French planes pound Islamist camps in northern Mali desert
PARIS/BAMAKO (Reuters) - French warplanes pounded Islamist rebel camps in the far north of Mali, military sources said, hours after French President Francois Hollande visited the West African country.
Thierry Burkhard, spokesman for the French army in Paris, said on Sunday the overnight raids targeted logistics bases and training camps used by the al Qaeda-linked rebels to the north of the desert town of Kidal.
"These were important air strikes," Burkhard told Reuters.
He said the bombing raids took place around the settlement of Tessalit, close to the Algerian border, one of the main gateways into the Adrar des Ifoghas mountains where the rebels are believed to be hiding after fleeing major towns.
Malian military sources said French and Chadian troops had clashed with members of the Ansar Dine militant group in the region around Kidal on Saturday.
French attack helicopters and transport planes carrying special forces left the city of Gao to reinforce the French and Chadian contingent stationed at the airport in Kidal.
The town of Kidal itself is under the control of the pro-autonomy MNLA Tuareg rebel group, which occupied it after Ansar Dine fighters fled six days ago.

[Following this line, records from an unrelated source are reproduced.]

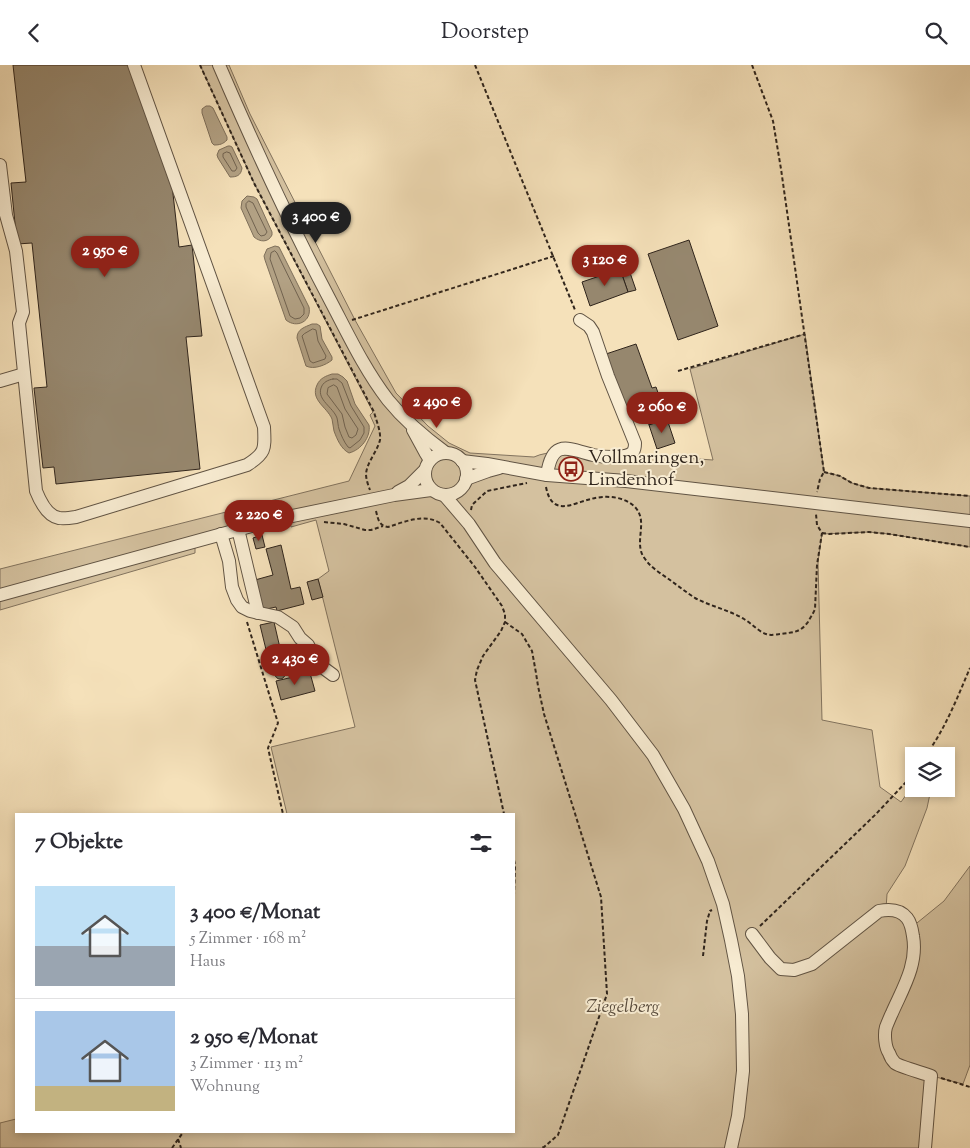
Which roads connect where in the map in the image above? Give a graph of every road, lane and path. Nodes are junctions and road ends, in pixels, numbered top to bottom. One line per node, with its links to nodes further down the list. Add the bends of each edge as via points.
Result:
1 (134, 65): 12 (street, via 264,427 265,446 259,458 247,465 76,517 57,518 42,505 36,491)
2 (200, 65): 28 (path, via 254,183 374,412 380,439 366,475)
3 (219, 65): 9 (street, via 261,162)
4 (475, 65): 7 (path)
5 (752, 65): 10 (path, via 776,136)
6 (0, 165): 12 (street, via 6,215 16,251 23,312 19,323)
7 (554, 256): 8 (path); 9 (path)
8 (580, 320): 20 (street, via 593,332 636,448 632,454 611,457 560,449 551,458)
9 (343, 323): 14 (street, via 387,399)
10 (805, 334): 11 (path); 19 (path)
11 (678, 371)
12 (24, 374): 13 (street)
13 (0, 381)
14 (411, 426): 15 (street); 17 (street)
15 (446, 453): 16 (street); 17 (street)
16 (462, 461): 18 (street); 21 (street)
17 (428, 465): 23 (street, via 425,477); 25 (street, via 410,486)
18 (504, 467): 20 (street); 21 (street)
19 (824, 472): 27 (path, via 869,488); 29 (path, via 817,489)
20 (547, 475): 29 (street); 35 (path, via 547,492 560,506 610,497 634,507 642,524 641,553 650,565 696,598 743,618 766,634 798,632 813,614)
21 (466, 479): 24 (street)
22 (531, 482): 32 (path, via 487,491 472,505)
23 (431, 490): 25 (street); 26 (street)
24 (459, 491): 26 (street); 32 (street)
25 (394, 495): 28 (street)
26 (445, 496): 32 (street)
27 (970, 496)
28 (373, 499): 33 (path); 34 (street)
29 (816, 503): 30 (street); 35 (path, via 816,525)
30 (970, 521)
31 (324, 522): 33 (path, via 365,530)
32 (469, 524): 60 (street, via 495,563 653,755 684,809 708,861 731,940 742,1014 743,1071)
33 (383, 526): 43 (path, via 427,518 440,523 502,606)
34 (238, 529): 36 (street); 38 (street)
35 (822, 533): 37 (path, via 889,534)
36 (222, 534): 39 (street); 40 (street)
37 (970, 547)
38 (245, 557): 39 (street); 42 (street)
39 (229, 561): 41 (street, via 232,587)
40 (0, 595)
41 (242, 607): 42 (street); 48 (path, via 278,723 268,748)
42 (258, 613): 45 (street, via 278,617 293,627 318,664)
43 (505, 622): 49 (path, via 483,656 475,680); 59 (path, via 522,633 532,651 544,714 601,897 607,994 558,1135)
44 (970, 668): 46 (path)
45 (333, 675)
46 (932, 747)
47 (905, 782): 51 (path)
48 (283, 813)
49 (504, 813)
50 (707, 921): 52 (path)
51 (752, 934): 53 (street, via 781,969 794,970 812,964 879,911 899,911 912,927 914,956 886,1028 886,1042 896,1064)
52 (703, 956)
53 (931, 1076): 54 (path); 61 (street)
54 (970, 1087)
55 (182, 1133): 56 (path)
56 (178, 1139): 57 (path); 58 (path)
57 (172, 1148)
58 (181, 1148)
59 (540, 1148)
60 (731, 1148)
61 (925, 1148)

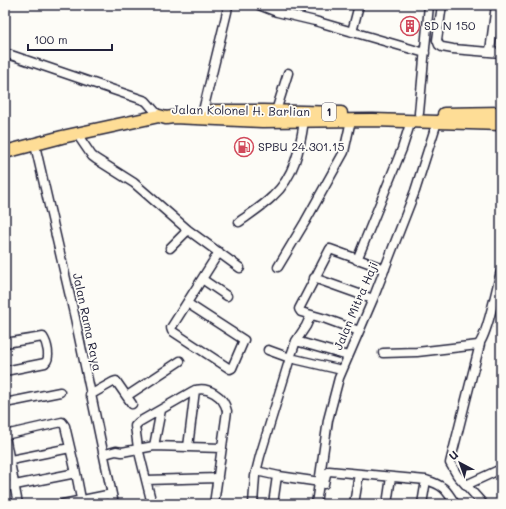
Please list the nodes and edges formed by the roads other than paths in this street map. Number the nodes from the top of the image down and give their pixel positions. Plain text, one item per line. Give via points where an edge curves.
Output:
1 (228, 5) edge
2 (259, 5) edge
3 (358, 5) edge
4 (429, 5) edge
5 (442, 5) edge
6 (496, 5) edge
7 (352, 32) junction
8 (490, 51) junction
9 (5, 53) edge
10 (425, 53) junction
11 (501, 53) edge
12 (288, 73) dead end
13 (276, 111) junction
14 (501, 113) edge
15 (202, 115) junction
16 (228, 115) junction
17 (159, 116) junction
18 (415, 118) junction
19 (351, 120) junction
20 (304, 121) junction
21 (437, 122) junction
22 (501, 124) edge
23 (77, 134) junction
24 (35, 145) junction
25 (5, 152) edge
26 (239, 222) dead end
27 (188, 230) junction
28 (170, 248) dead end
29 (218, 252) junction
30 (358, 260) junction
31 (278, 267) dead end
32 (240, 268) dead end
33 (385, 269) junction
34 (501, 271) edge
35 (314, 278) junction
36 (202, 279) junction
37 (227, 296) dead end
38 (373, 299) junction
39 (187, 303) junction
40 (311, 315) junction
41 (359, 331) junction
42 (296, 341) junction
43 (5, 343) edge
44 (480, 344) junction
45 (268, 350) dead end
46 (383, 353) dead end
47 (348, 356) junction
48 (290, 358) junction
49 (180, 361) dead end
50 (342, 370) junction
51 (5, 371) edge
52 (195, 390) junction
53 (60, 392) dead end
54 (90, 395) junction
55 (127, 396) junction
56 (5, 403) edge
57 (132, 404) dead end
58 (161, 410) junction
59 (5, 435) edge
60 (154, 446) junction
61 (188, 447) junction
62 (70, 448) junction
63 (138, 448) junction
64 (222, 448) junction
65 (105, 456) junction
66 (7, 460) edge
67 (501, 469) edge
68 (256, 471) junction
69 (76, 473) junction
70 (359, 474) junction
71 (277, 476) junction
72 (391, 477) junction
73 (218, 478) junction
74 (146, 480) junction
75 (426, 480) junction
76 (320, 482) junction
77 (15, 485) junction
78 (466, 485) junction
79 (5, 487) edge
80 (112, 494) junction
81 (82, 502) edge
82 (18, 504) edge
83 (62, 504) edge
84 (114, 504) edge
85 (152, 504) edge
86 (214, 504) edge
87 (253, 504) edge
88 (273, 504) edge
89 (316, 504) edge
90 (320, 504) edge
91 (354, 504) edge
92 (387, 504) edge
93 (422, 504) edge
94 (455, 504) edge
95 (482, 504) edge

1 - 15 street
2 - 7 street
3 - 7 street
4 - 10 street
5 - 8 street via 437,40 439,45 453,49
6 - 8 street
7 - 10 street
8 - 11 street
9 - 17 street via 146,101
10 - 18 street
12 - 13 street
13 - 16 highway, Jalan Kolonel H. Barlian / 1
13 - 18 highway, Jalan Kolonel H. Barlian / 1
14 - 18 highway, Jalan Kolonel H. Barlian / 1
15 - 16 highway, Jalan Kolonel H. Barlian / 1
15 - 17 highway, Jalan Kolonel H. Barlian / 1 via 173,109 166,110
16 - 20 highway, Jalan Kolonel H. Barlian / 1
17 - 23 highway, 1
18 - 19 highway, Jalan Kolonel H. Barlian / 1
18 - 21 highway, Jalan Kolonel H. Barlian / 1
18 - 30 street
19 - 20 highway, Jalan Kolonel H. Barlian / 1
19 - 31 street via 344,152
20 - 26 street via 298,151 287,180 274,196
21 - 22 highway, Jalan Kolonel H. Barlian / 1
21 - 33 street, Jalan Mitra Haji via 415,191
23 - 24 highway, 1
23 - 27 street via 92,156 140,188
24 - 25 highway, 1
24 - 54 street, Jalan Rama Raya
27 - 28 street
27 - 29 street
29 - 32 street
29 - 36 street
30 - 33 street
30 - 35 street via 330,250
33 - 38 street, Jalan Mitra Haji
34 - 44 street
35 - 38 street
35 - 40 street via 299,309
36 - 37 street
36 - 39 street
38 - 41 street, Jalan Mitra Haji
39 - 39 street via 171,328 172,331 232,368 244,340
40 - 41 street
40 - 42 street
41 - 47 street, Jalan Mitra Haji
42 - 47 street
42 - 48 street
43 - 51 street via 43,337 49,358 45,363
44 - 46 street via 417,352
44 - 78 street via 450,463
45 - 48 street
47 - 50 street, Jalan Mitra Haji
48 - 50 street
48 - 68 street
49 - 55 street
50 - 76 street, Jalan Mitra Haji via 328,420
52 - 58 street
52 - 61 street
52 - 64 street via 209,390 224,401 227,410
53 - 56 street
54 - 55 street via 116,381
54 - 65 street, Jalan Rama Raya
55 - 57 street
58 - 60 street
58 - 63 street via 136,425 134,429
59 - 62 street via 62,422 66,426
59 - 66 street
60 - 61 street
60 - 63 street
61 - 64 street
62 - 66 street
62 - 69 street
63 - 65 street via 116,451
63 - 74 street
64 - 73 street
65 - 80 street, Jalan Rama Raya
66 - 77 street
67 - 78 street
68 - 71 street
68 - 87 street
69 - 77 street
69 - 81 street
70 - 72 street
70 - 90 street via 327,472
70 - 91 street
71 - 76 street
71 - 88 street
72 - 75 street
72 - 92 street
73 - 74 street
73 - 86 street
74 - 85 street
75 - 93 street
75 - 94 street via 438,484 447,491
76 - 89 street, Jalan Mitra Haji
77 - 79 street
77 - 82 street
78 - 95 street
80 - 81 street
80 - 84 street, Jalan Rama Raya
81 - 83 street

France has deployed 3,500 ground troops, fighter jets and armoured vehicles in the three-week-old Operation Serval (Wildcat) which has broken the Islamists' 10-month-old grip on the towns of northern Mali, where they had violently imposed sharia law.
MALIANS MOB HOLLANDE
Cheering, grateful Malians mobbed Hollande during his one-day visit to Mali on Saturday, when he congratulated French forces and pledged that they would finish the job of restoring government control in the Sahel region state.
"There are risks of terrorism, so we have not finished our mission yet," Hollande told a news conference at the French ambassador's residence in the capital Bamako.
He added France would withdraw its troops from Mali once the West African country had restored sovereignty over all its national territory and a U.N.-backed African military force, which is being deployed, could take over from the French.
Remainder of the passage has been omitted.